### Exercise brief
From the first line to the last, write out the records exactly, leaving the pictures behind.

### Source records
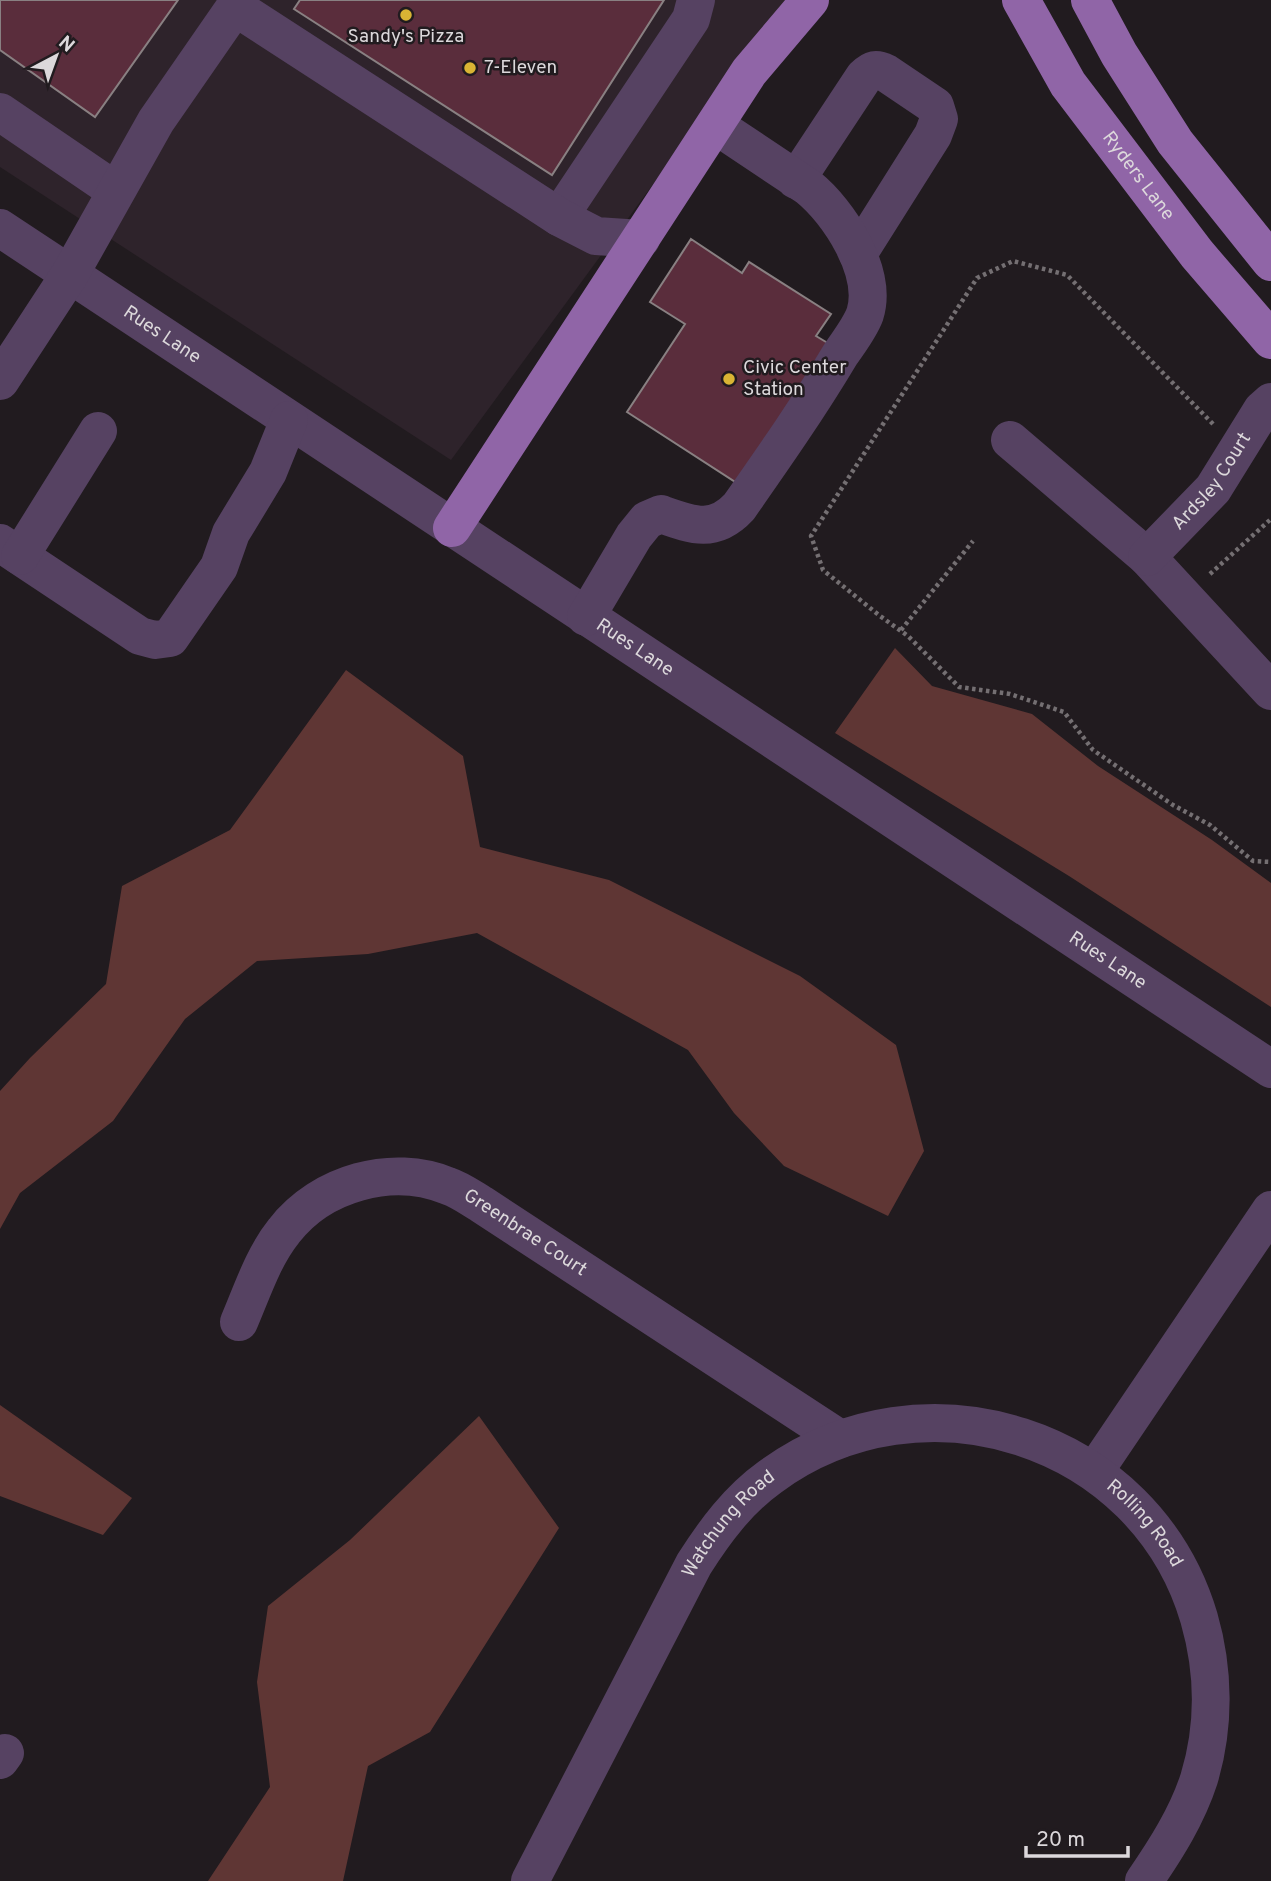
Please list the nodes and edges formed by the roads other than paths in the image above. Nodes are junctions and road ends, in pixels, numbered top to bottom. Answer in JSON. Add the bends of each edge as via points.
{"nodes":[{"id":1,"x":696,"y":0,"type":"edge"},
{"id":2,"x":810,"y":0,"type":"edge"},
{"id":3,"x":1021,"y":0,"type":"edge"},
{"id":4,"x":1090,"y":0,"type":"edge"},
{"id":5,"x":234,"y":2,"type":"edge"},
{"id":6,"x":0,"y":112,"type":"edge"},
{"id":7,"x":715,"y":125,"type":"junction"},
{"id":8,"x":796,"y":180,"type":"junction"},
{"id":9,"x":117,"y":191,"type":"junction"},
{"id":10,"x":559,"y":217,"type":"junction"},
{"id":11,"x":0,"y":228,"type":"edge"},
{"id":12,"x":641,"y":239,"type":"junction"},
{"id":13,"x":858,"y":254,"type":"junction"},
{"id":14,"x":1271,"y":262,"type":"edge"},
{"id":15,"x":71,"y":274,"type":"junction"},
{"id":16,"x":1271,"y":340,"type":"edge"},
{"id":17,"x":0,"y":382,"type":"edge"},
{"id":18,"x":1271,"y":402,"type":"edge"},
{"id":19,"x":289,"y":420,"type":"junction"},
{"id":20,"x":98,"y":431,"type":"dead end"},
{"id":21,"x":1010,"y":440,"type":"dead end"},
{"id":22,"x":452,"y":528,"type":"junction"},
{"id":23,"x":10,"y":549,"type":"edge"},
{"id":24,"x":1147,"y":557,"type":"junction"},
{"id":25,"x":586,"y":617,"type":"junction"},
{"id":26,"x":1271,"y":691,"type":"edge"},
{"id":27,"x":1271,"y":1069,"type":"edge"},
{"id":28,"x":1271,"y":1210,"type":"edge"},
{"id":29,"x":239,"y":1322,"type":"dead end"},
{"id":30,"x":840,"y":1439,"type":"junction"},
{"id":31,"x":1094,"y":1472,"type":"junction"},
{"id":32,"x":530,"y":1881,"type":"edge"},
{"id":33,"x":1144,"y":1881,"type":"edge"}],
"edges":[{"from":1,"to":10,"type":"street","via":[[691,19]]},
{"from":2,"to":7,"type":"main road","via":[[749,72]]},
{"from":3,"to":16,"type":"main road","name":"Ryders Lane","via":[[1068,84],[1197,254]]},
{"from":4,"to":14,"type":"main road","via":[[1175,142]]},
{"from":5,"to":9,"type":"street","via":[[156,121]]},
{"from":5,"to":10,"type":"street"},
{"from":6,"to":9,"type":"street"},
{"from":7,"to":8,"type":"street"},
{"from":7,"to":12,"type":"main road"},
{"from":8,"to":13,"type":"street","via":[[822,198]]},
{"from":8,"to":13,"type":"street","via":[[871,70],[887,73],[935,106],[937,127]]},
{"from":9,"to":15,"type":"street"},
{"from":10,"to":12,"type":"street","via":[[596,236]]},
{"from":11,"to":15,"type":"street","name":"Rues Lane"},
{"from":12,"to":22,"type":"main road"},
{"from":13,"to":25,"type":"street","via":[[866,286],[865,314],[739,507],[728,519],[714,524],[691,525],[661,514],[646,520]]},
{"from":15,"to":17,"type":"street"},
{"from":15,"to":19,"type":"street","name":"Rues Lane"},
{"from":18,"to":24,"type":"street","name":"Ardsley Court","via":[[1213,489]]},
{"from":19,"to":22,"type":"street","name":"Rues Lane"},
{"from":19,"to":23,"type":"street","via":[[268,472],[231,533],[219,567],[170,638],[140,636]]},
{"from":20,"to":23,"type":"street"},
{"from":21,"to":24,"type":"street"},
{"from":22,"to":25,"type":"street","name":"Rues Lane"},
{"from":24,"to":26,"type":"street"},
{"from":25,"to":27,"type":"street","name":"Rues Lane"},
{"from":28,"to":31,"type":"street","name":"Rolling Road"},
{"from":29,"to":30,"type":"street","name":"Greenbrae Court","via":[[268,1255],[305,1209],[359,1181],[419,1178],[449,1186],[481,1204]]},
{"from":30,"to":31,"type":"street","name":"Watchung Road","via":[[902,1424],[960,1423],[1016,1434]]},
{"from":30,"to":32,"type":"street","name":"Watchung Road","via":[[769,1477],[710,1539]]},
{"from":31,"to":33,"type":"street","name":"Rolling Road","via":[[1137,1510],[1172,1556],[1196,1608],[1209,1664],[1210,1722],[1199,1778],[1177,1831]]}]}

### Expected answer
Please list the nodes and edges formed by the roads other than paths in the image above. Nodes are junctions and road ends, in pixels, numbered top to bottom. Answer in JSON. Add the bends of each edge as via points.
{"nodes":[{"id":1,"x":696,"y":0,"type":"edge"},
{"id":2,"x":810,"y":0,"type":"edge"},
{"id":3,"x":1021,"y":0,"type":"edge"},
{"id":4,"x":1090,"y":0,"type":"edge"},
{"id":5,"x":234,"y":2,"type":"edge"},
{"id":6,"x":0,"y":112,"type":"edge"},
{"id":7,"x":715,"y":125,"type":"junction"},
{"id":8,"x":796,"y":180,"type":"junction"},
{"id":9,"x":117,"y":191,"type":"junction"},
{"id":10,"x":559,"y":217,"type":"junction"},
{"id":11,"x":0,"y":228,"type":"edge"},
{"id":12,"x":641,"y":239,"type":"junction"},
{"id":13,"x":858,"y":254,"type":"junction"},
{"id":14,"x":1271,"y":262,"type":"edge"},
{"id":15,"x":71,"y":274,"type":"junction"},
{"id":16,"x":1271,"y":340,"type":"edge"},
{"id":17,"x":0,"y":382,"type":"edge"},
{"id":18,"x":1271,"y":402,"type":"edge"},
{"id":19,"x":289,"y":420,"type":"junction"},
{"id":20,"x":98,"y":431,"type":"dead end"},
{"id":21,"x":1010,"y":440,"type":"dead end"},
{"id":22,"x":452,"y":528,"type":"junction"},
{"id":23,"x":10,"y":549,"type":"edge"},
{"id":24,"x":1147,"y":557,"type":"junction"},
{"id":25,"x":586,"y":617,"type":"junction"},
{"id":26,"x":1271,"y":691,"type":"edge"},
{"id":27,"x":1271,"y":1069,"type":"edge"},
{"id":28,"x":1271,"y":1210,"type":"edge"},
{"id":29,"x":239,"y":1322,"type":"dead end"},
{"id":30,"x":840,"y":1439,"type":"junction"},
{"id":31,"x":1094,"y":1472,"type":"junction"},
{"id":32,"x":530,"y":1881,"type":"edge"},
{"id":33,"x":1144,"y":1881,"type":"edge"}],
"edges":[{"from":1,"to":10,"type":"street","via":[[691,19]]},
{"from":2,"to":7,"type":"main road","via":[[749,72]]},
{"from":3,"to":16,"type":"main road","name":"Ryders Lane","via":[[1068,84],[1197,254]]},
{"from":4,"to":14,"type":"main road","via":[[1175,142]]},
{"from":5,"to":9,"type":"street","via":[[156,121]]},
{"from":5,"to":10,"type":"street"},
{"from":6,"to":9,"type":"street"},
{"from":7,"to":8,"type":"street"},
{"from":7,"to":12,"type":"main road"},
{"from":8,"to":13,"type":"street","via":[[822,198]]},
{"from":8,"to":13,"type":"street","via":[[871,70],[887,73],[935,106],[937,127]]},
{"from":9,"to":15,"type":"street"},
{"from":10,"to":12,"type":"street","via":[[596,236]]},
{"from":11,"to":15,"type":"street","name":"Rues Lane"},
{"from":12,"to":22,"type":"main road"},
{"from":13,"to":25,"type":"street","via":[[866,286],[865,314],[739,507],[728,519],[714,524],[691,525],[661,514],[646,520]]},
{"from":15,"to":17,"type":"street"},
{"from":15,"to":19,"type":"street","name":"Rues Lane"},
{"from":18,"to":24,"type":"street","name":"Ardsley Court","via":[[1213,489]]},
{"from":19,"to":22,"type":"street","name":"Rues Lane"},
{"from":19,"to":23,"type":"street","via":[[268,472],[231,533],[219,567],[170,638],[140,636]]},
{"from":20,"to":23,"type":"street"},
{"from":21,"to":24,"type":"street"},
{"from":22,"to":25,"type":"street","name":"Rues Lane"},
{"from":24,"to":26,"type":"street"},
{"from":25,"to":27,"type":"street","name":"Rues Lane"},
{"from":28,"to":31,"type":"street","name":"Rolling Road"},
{"from":29,"to":30,"type":"street","name":"Greenbrae Court","via":[[268,1255],[305,1209],[359,1181],[419,1178],[449,1186],[481,1204]]},
{"from":30,"to":31,"type":"street","name":"Watchung Road","via":[[902,1424],[960,1423],[1016,1434]]},
{"from":30,"to":32,"type":"street","name":"Watchung Road","via":[[769,1477],[710,1539]]},
{"from":31,"to":33,"type":"street","name":"Rolling Road","via":[[1137,1510],[1172,1556],[1196,1608],[1209,1664],[1210,1722],[1199,1778],[1177,1831]]}]}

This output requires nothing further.